O 17 na Admirality jest juz znacznie wiecej osob niz wczorajszej nocy, nie widac za to prawie policji. Zniknela wiekszosc rzadowych barykad, protestujacy zajeli teren pod samym budynkiem wladz ChRL. Trzeba przyznac, ze protest zgodnie z zalozeniem przebiega bardzo pokojowo. Tysiace studentow, zajely wielopasmowe ulice i chodniki, otaczajace budynek. Sa dobrze zorganizowani, na znakach drogowych zaznaczono, gdzie znajduja sie punkty pierwszej pomocy i punkty dystrubucji wody i jedzenia. Studenci mowia, ze zaopatrzaja protest z wlasnej kieszeni, co jakis czas slychac oklaski na czesc osob ciagnacych dosc charakterystyczne dla Hong Kongu, wozki towarowe z woda i jedzeniem. Miedzy okupujacymi ulice studentami kraza tez woluntariusze z workami na smieci, co jakis czas na murku odgradzajcym pasy jezdni pojawiaja sie znaki oznaczajace przejscie, gdzi eprotestujacy ustawili drabinki. To, ze nie ma policji, moze oznaczac zmiane taktyki rzadu. Wczorajszej nocy, najwieksze zamieszki powodowaly ruchy odzdzialow policyjnych, moze rzad zaklada, ze bez czynnika prowokujacego niepokoj, studenci za jakis czas sie znudza i pojda do domow. Moze tez byc tak, ze szykuje sie cos wiekszego. Studenci rozebrali policyjne barykady i na obrzezach protestu buduja z pozyskanych elementow wlasne konstrukcje, ktore maja uniemozliwic policji dotarcie do centrum. Nie rozumiem do konca po co policja mialaby tam jechac, skoro rzadowy budynek jest calkowicie pusty. Gdzies w internecie widzialem zdjecie z opisem ‚36000 protestujacych, ani jednej wybitej witryny, jestesmy z was dumni’. Dalej nie widac zniszczen w europejskim stylu.
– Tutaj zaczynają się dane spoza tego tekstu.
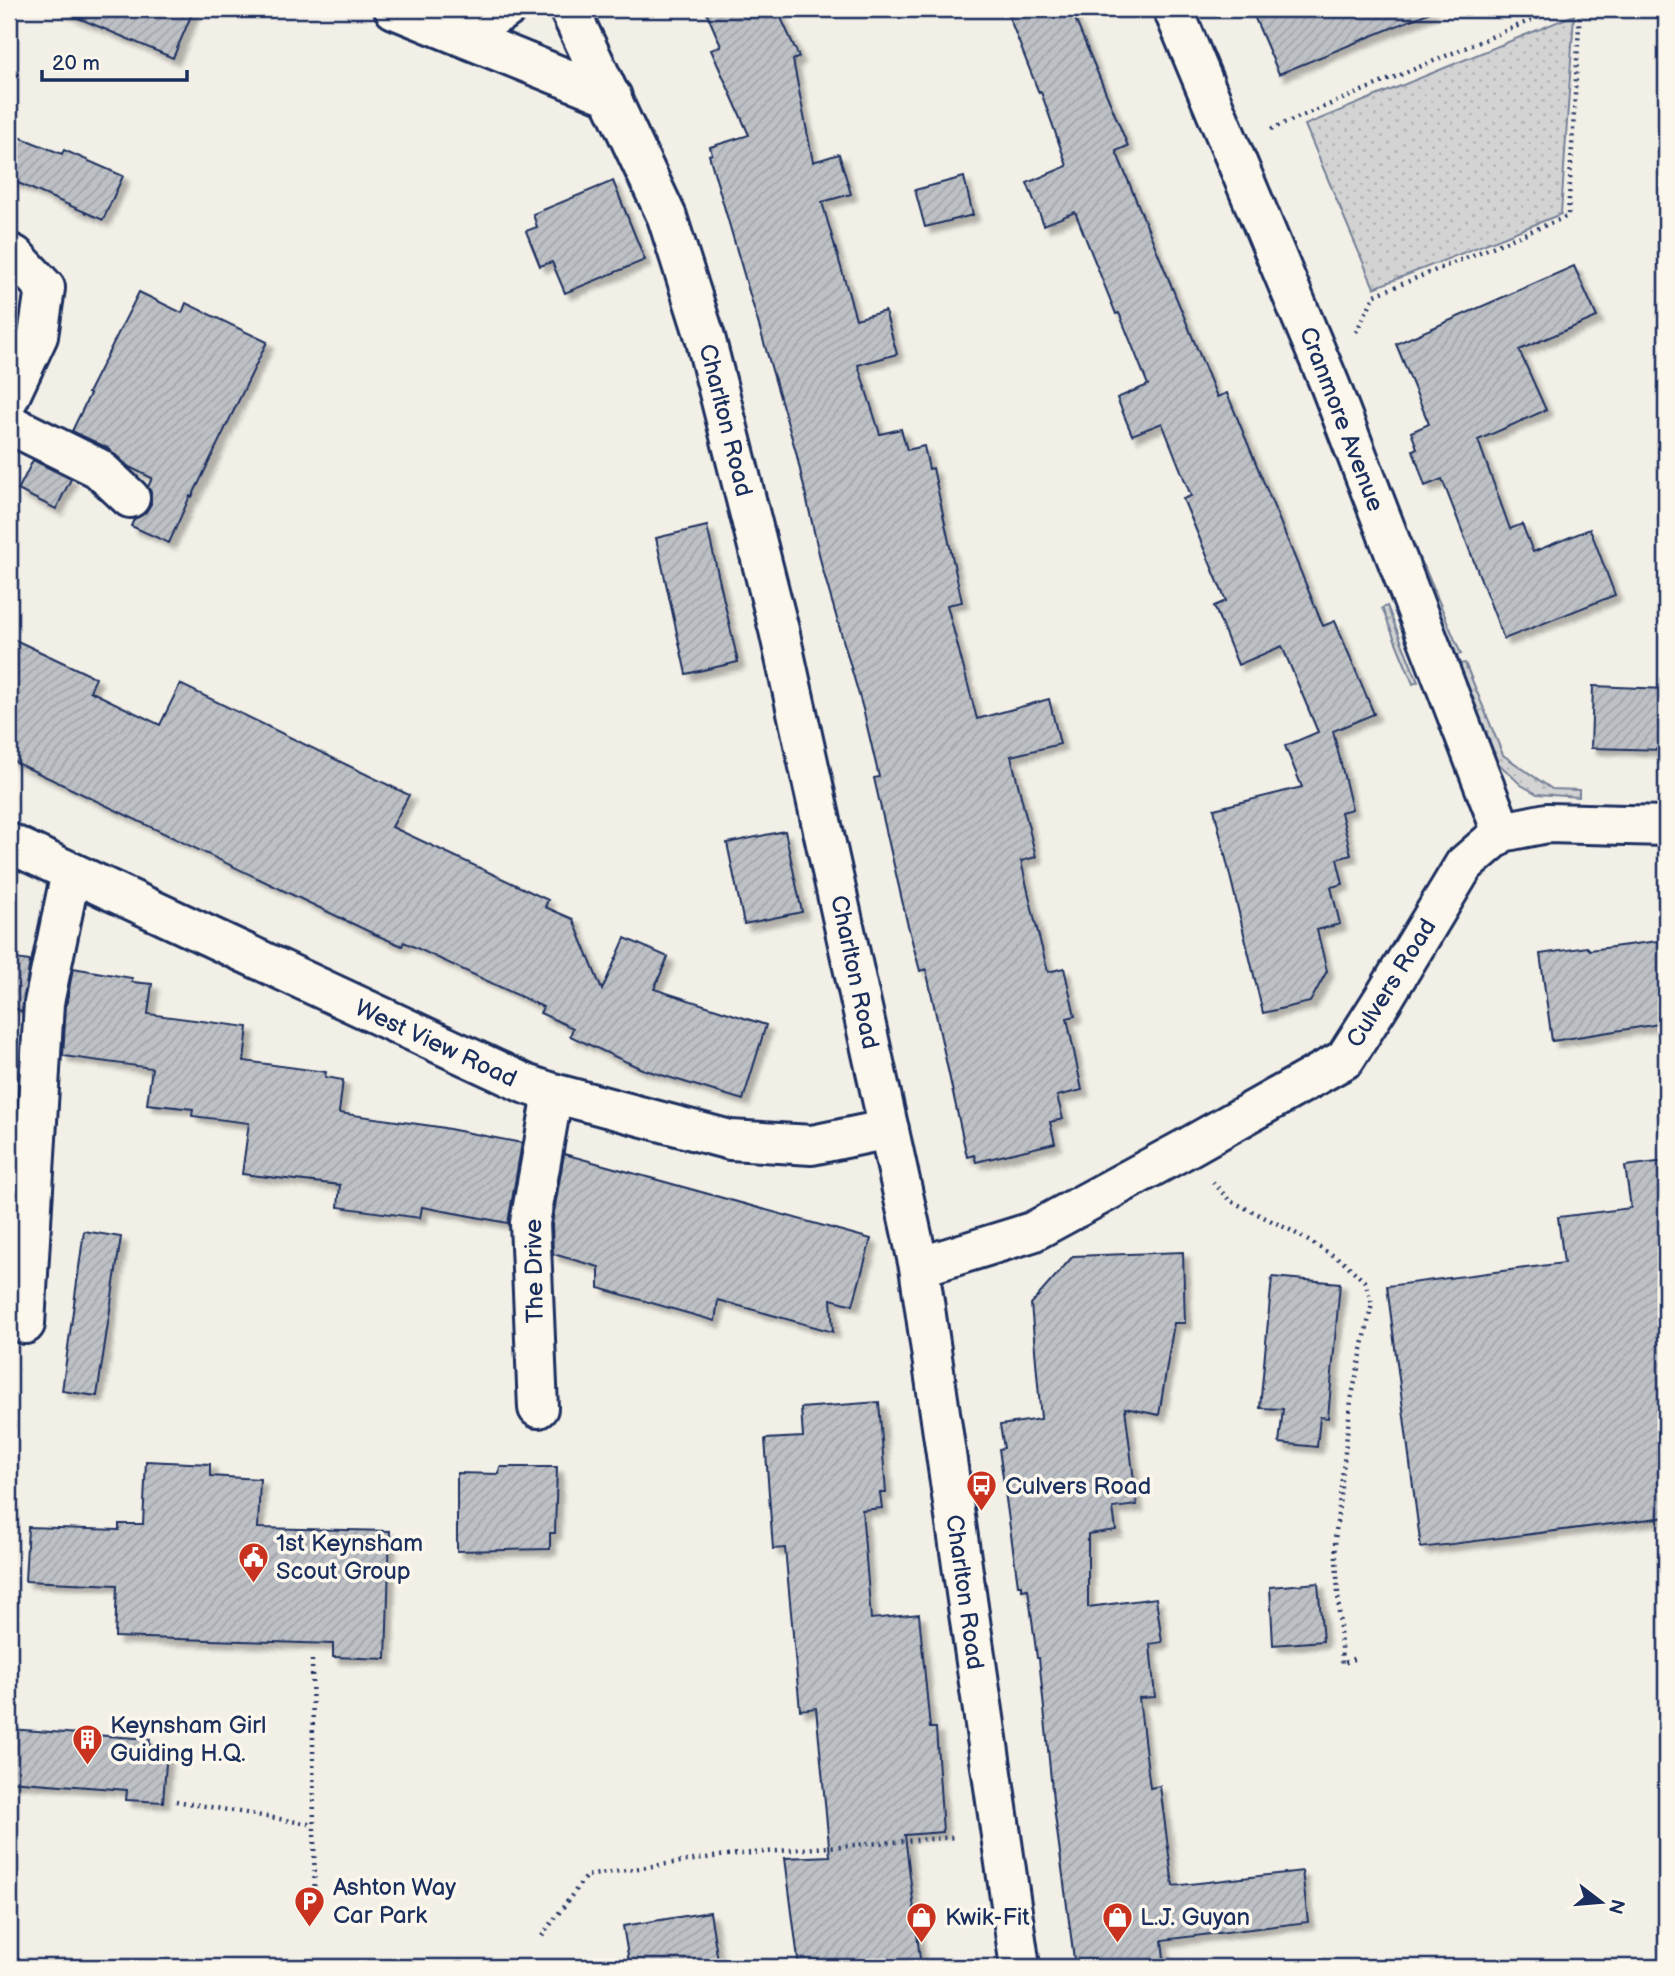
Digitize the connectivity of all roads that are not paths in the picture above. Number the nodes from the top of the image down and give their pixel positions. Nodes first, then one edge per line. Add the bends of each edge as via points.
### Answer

Nad cala okolica, wzbudzajac owacje, co jakis czas przelatuje dron z kamera nalezacy do Apple Media.
2 Komentarze
świetne zdjęcia i relacja panie Filipie. Kocham HK. Mieszkaliśmy tam przez parę lat i za Anglików i po 1997. Wracamy prawie co roku i widzimy ze smutkiem, że jest coraz gorzej – co potwierdzają również chińscy i polscy przyjaciele w HK. W tym roku w lipcu chodziłyśmy z córką po mieście i nie poznawałyśmy go. Dwa lata temu, kiedy byłyśmy tam ostatnio, nie było aż tak źle. Wcale mnie te protesty nie zaskoczyły. HK jest najbardziej demonstrującym miastem świata: 1000 protestów rocznie, ale tym razem to zupełnie coś innego i bardzo mnie to martwi. Pozdrawiam serdecznie.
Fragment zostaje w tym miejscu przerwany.